Figure 5. Effects of the dominant-positive Gα_i2 protein on the activation of ERK1/2 in MCF-7 and MDA-MB-231 human breast cancer cells.

(A) MCF-7 and (B) MDA-MB-231 breast cancer cells were plated onto 10-cm Petri dishes at a density of 1.2 × 10⁶ cells/dish in RPMI-1640 supplemented with 10% FBS. Twenty-four hours after seeding, cells were sham transfected (Parental), or transfected with 600 ng/dish of pcDNA3.1 (Vector) or dominant-positive Gα_i2 protein (DP-Gα_i2) plasmid for 6 hours and then harvested at 3, 18, 24, and 36 hours following transfection. Whole cell lysates were extracted from MCF-7 and MDA-MB-231 cells.

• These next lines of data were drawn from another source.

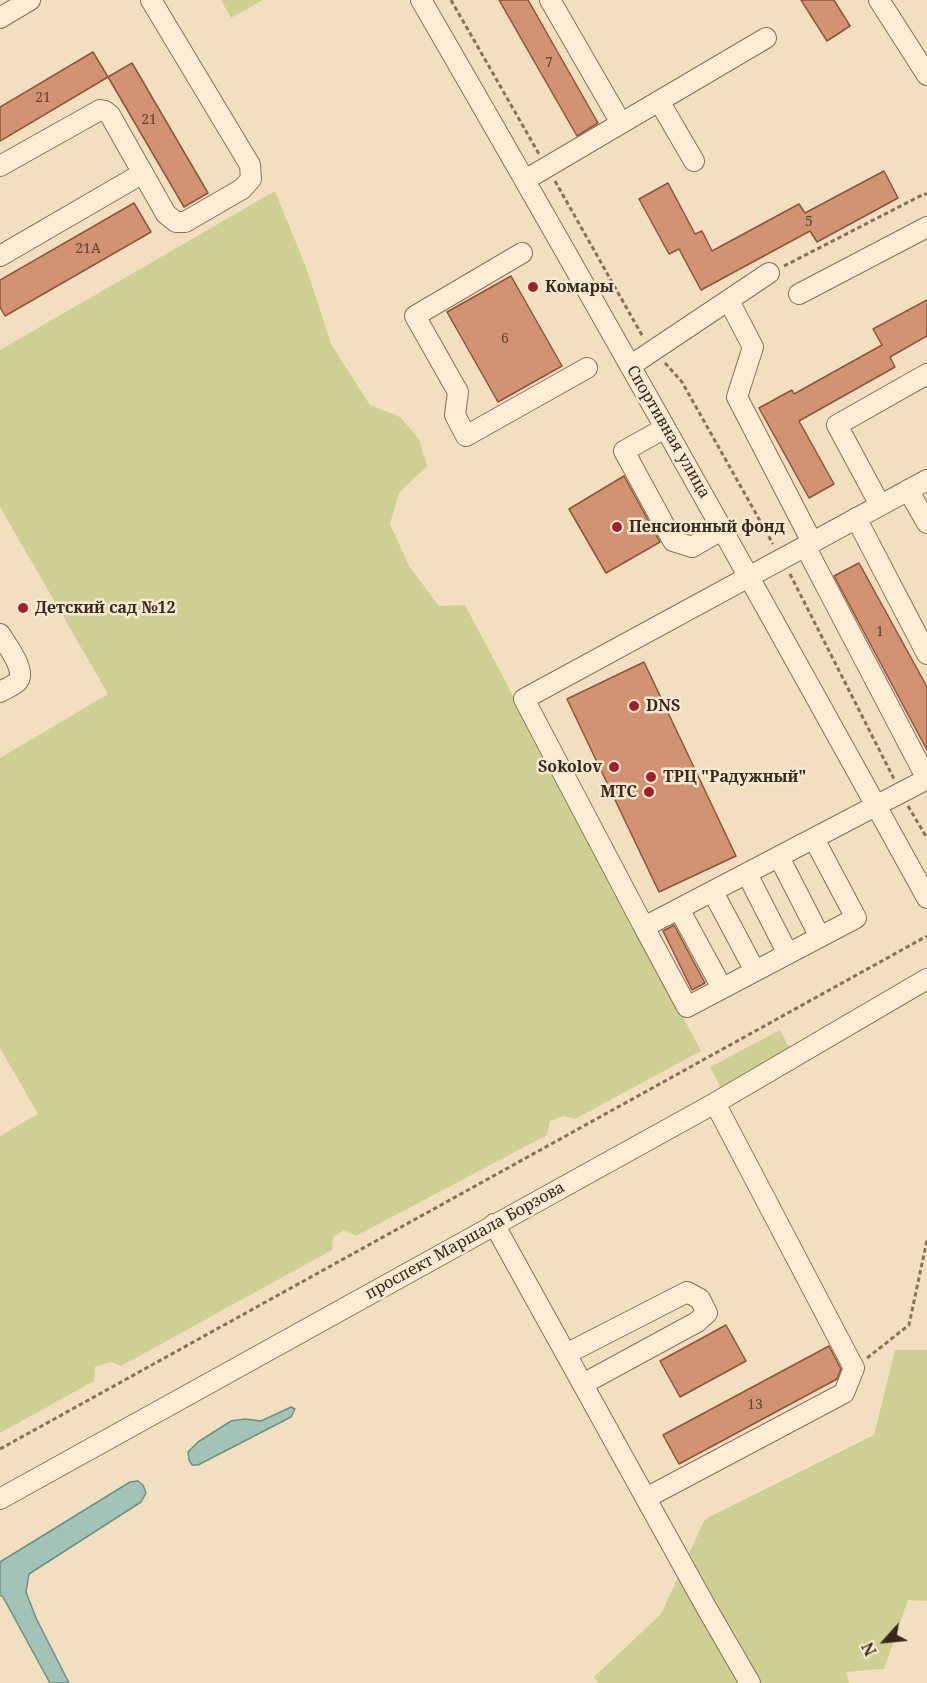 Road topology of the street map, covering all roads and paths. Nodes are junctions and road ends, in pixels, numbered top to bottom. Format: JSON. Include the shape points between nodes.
{"nodes":[{"id":1,"x":30,"y":0,"type":"edge"},
{"id":2,"x":151,"y":0,"type":"edge"},
{"id":3,"x":421,"y":0,"type":"edge"},
{"id":4,"x":451,"y":0,"type":"edge"},
{"id":5,"x":550,"y":0,"type":"edge"},
{"id":6,"x":879,"y":0,"type":"edge"},
{"id":7,"x":0,"y":18,"type":"edge"},
{"id":8,"x":766,"y":38,"type":"dead end"},
{"id":9,"x":927,"y":75,"type":"edge"},
{"id":10,"x":659,"y":101,"type":"junction"},
{"id":11,"x":621,"y":123,"type":"junction"},
{"id":12,"x":694,"y":161,"type":"dead end"},
{"id":13,"x":0,"y":166,"type":"edge"},
{"id":14,"x":547,"y":167,"type":"junction"},
{"id":15,"x":143,"y":173,"type":"junction"},
{"id":16,"x":525,"y":180,"type":"junction"},
{"id":17,"x":927,"y":194,"type":"edge"},
{"id":18,"x":927,"y":227,"type":"edge"},
{"id":19,"x":522,"y":254,"type":"dead end"},
{"id":20,"x":0,"y":256,"type":"edge"},
{"id":21,"x":769,"y":273,"type":"joint"},
{"id":22,"x":799,"y":294,"type":"dead end"},
{"id":23,"x":729,"y":301,"type":"junction"},
{"id":24,"x":654,"y":351,"type":"junction"},
{"id":25,"x":630,"y":366,"type":"junction"},
{"id":26,"x":586,"y":368,"type":"dead end"},
{"id":27,"x":927,"y":374,"type":"edge"},
{"id":28,"x":665,"y":428,"type":"junction"},
{"id":29,"x":927,"y":480,"type":"edge"},
{"id":30,"x":908,"y":490,"type":"junction"},
{"id":31,"x":880,"y":505,"type":"junction"},
{"id":32,"x":856,"y":518,"type":"junction"},
{"id":33,"x":927,"y":523,"type":"edge"},
{"id":34,"x":723,"y":529,"type":"junction"},
{"id":35,"x":808,"y":544,"type":"junction"},
{"id":36,"x":781,"y":559,"type":"junction"},
{"id":37,"x":749,"y":576,"type":"junction"},
{"id":38,"x":0,"y":634,"type":"edge"},
{"id":39,"x":927,"y":654,"type":"edge"},
{"id":40,"x":0,"y":692,"type":"edge"},
{"id":41,"x":927,"y":779,"type":"edge"},
{"id":42,"x":901,"y":793,"type":"junction"},
{"id":43,"x":877,"y":807,"type":"junction"},
{"id":44,"x":927,"y":838,"type":"edge"},
{"id":45,"x":814,"y":839,"type":"junction"},
{"id":46,"x":779,"y":857,"type":"junction"},
{"id":47,"x":747,"y":874,"type":"junction"},
{"id":48,"x":713,"y":892,"type":"junction"},
{"id":49,"x":927,"y":898,"type":"edge"},
{"id":50,"x":680,"y":909,"type":"junction"},
{"id":51,"x":644,"y":927,"type":"junction"},
{"id":52,"x":927,"y":936,"type":"edge"},
{"id":53,"x":820,"y":937,"type":"junction"},
{"id":54,"x":788,"y":954,"type":"junction"},
{"id":55,"x":755,"y":971,"type":"junction"},
{"id":56,"x":927,"y":979,"type":"edge"},
{"id":57,"x":722,"y":988,"type":"junction"},
{"id":58,"x":715,"y":1103,"type":"junction"},
{"id":59,"x":495,"y":1224,"type":"junction"},
{"id":60,"x":927,"y":1240,"type":"edge"},
{"id":61,"x":566,"y":1354,"type":"junction"},
{"id":62,"x":854,"y":1368,"type":"junction"},
{"id":63,"x":583,"y":1384,"type":"junction"},
{"id":64,"x":0,"y":1449,"type":"edge"},
{"id":65,"x":646,"y":1498,"type":"junction"},
{"id":66,"x":0,"y":1499,"type":"edge"},
{"id":67,"x":750,"y":1683,"type":"edge"}],
"edges":[{"from":1,"to":7,"type":"street"},
{"from":2,"to":15,"type":"street","via":[[250,165],[251,179],[242,189],[185,222],[176,222],[166,214]]},
{"from":3,"to":16,"type":"street","name":"Спортивная улица"},
{"from":4,"to":14,"type":"path"},
{"from":5,"to":11,"type":"street"},
{"from":6,"to":9,"type":"street"},
{"from":8,"to":10,"type":"street"},
{"from":10,"to":11,"type":"street"},
{"from":10,"to":12,"type":"street"},
{"from":11,"to":14,"type":"street"},
{"from":13,"to":15,"type":"street","via":[[100,110],[110,115]]},
{"from":14,"to":16,"type":"street"},
{"from":14,"to":24,"type":"path"},
{"from":15,"to":20,"type":"street"},
{"from":16,"to":25,"type":"street","name":"Спортивная улица"},
{"from":17,"to":21,"type":"path"},
{"from":18,"to":22,"type":"street"},
{"from":19,"to":26,"type":"street","via":[[415,316],[458,392],[455,415],[466,436]]},
{"from":21,"to":23,"type":"street"},
{"from":23,"to":24,"type":"street"},
{"from":23,"to":35,"type":"street","via":[[753,347],[736,397]]},
{"from":24,"to":25,"type":"street"},
{"from":24,"to":36,"type":"path","via":[[682,382]]},
{"from":25,"to":28,"type":"street","name":"Спортивная улица"},
{"from":27,"to":31,"type":"street","via":[[837,425]]},
{"from":28,"to":34,"type":"street","name":"Спортивная улица"},
{"from":28,"to":34,"type":"street","via":[[624,451],[673,541],[692,547]]},
{"from":29,"to":30,"type":"street"},
{"from":30,"to":31,"type":"street"},
{"from":30,"to":33,"type":"street"},
{"from":31,"to":32,"type":"street"},
{"from":32,"to":35,"type":"street"},
{"from":32,"to":39,"type":"street"},
{"from":34,"to":37,"type":"street","name":"Спортивная улица"},
{"from":35,"to":36,"type":"street"},
{"from":35,"to":41,"type":"street"},
{"from":36,"to":37,"type":"street"},
{"from":36,"to":42,"type":"path"},
{"from":37,"to":43,"type":"street","name":"Спортивная улица"},
{"from":37,"to":51,"type":"street","via":[[524,699]]},
{"from":38,"to":40,"type":"street","via":[[21,676]]},
{"from":41,"to":42,"type":"street"},
{"from":42,"to":43,"type":"street"},
{"from":42,"to":44,"type":"path"},
{"from":43,"to":45,"type":"street"},
{"from":43,"to":49,"type":"street","name":"Спортивная улица"},
{"from":45,"to":46,"type":"street"},
{"from":45,"to":53,"type":"street","via":[[856,918]]},
{"from":46,"to":47,"type":"street"},
{"from":46,"to":53,"type":"street"},
{"from":47,"to":48,"type":"street"},
{"from":47,"to":54,"type":"street"},
{"from":48,"to":50,"type":"street"},
{"from":48,"to":55,"type":"street"},
{"from":50,"to":51,"type":"street"},
{"from":50,"to":57,"type":"street"},
{"from":51,"to":57,"type":"street","via":[[687,1007]]},
{"from":52,"to":64,"type":"path"},
{"from":53,"to":54,"type":"street"},
{"from":54,"to":55,"type":"street"},
{"from":55,"to":57,"type":"street"},
{"from":56,"to":58,"type":"street","name":"проспект Маршала Борзова"},
{"from":58,"to":59,"type":"street","name":"проспект Маршала Борзова"},
{"from":58,"to":62,"type":"street"},
{"from":59,"to":61,"type":"street"},
{"from":59,"to":66,"type":"street","name":"проспект Маршала Борзова"},
{"from":60,"to":62,"type":"path","via":[[909,1324]]},
{"from":61,"to":63,"type":"street"},
{"from":61,"to":63,"type":"street","via":[[687,1292],[699,1299],[707,1313]]},
{"from":62,"to":65,"type":"street","via":[[844,1393]]},
{"from":63,"to":65,"type":"street"},
{"from":65,"to":67,"type":"street"}]}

Fifty micrograms of total cellular protein was electrophoretically separated on 10% SDS polyacrylamide gel, and transferred onto nitrocellulose membrane. The phosphorylation of ERK1/2 was examined by Western blot analyses using anti-phospho-p44/42 MAPK (Thr183/Tyr185) antibody, at a 1:1000 dilution. The same blots were stripped and reprobed with anti-actin antibody. Western blot signal intensities were measured by phosphoimage densitometry and then normalized to the actin levels (bottom graph). Results were expressed as relative arbitrary units with a value of 100% for the parental control groups. This figure is a Western blot analysis of ERK1/2 phosphorylation in MCF-7 and MDA-MB-231 breast cancer cells, and it is representative of 3 independent experiments.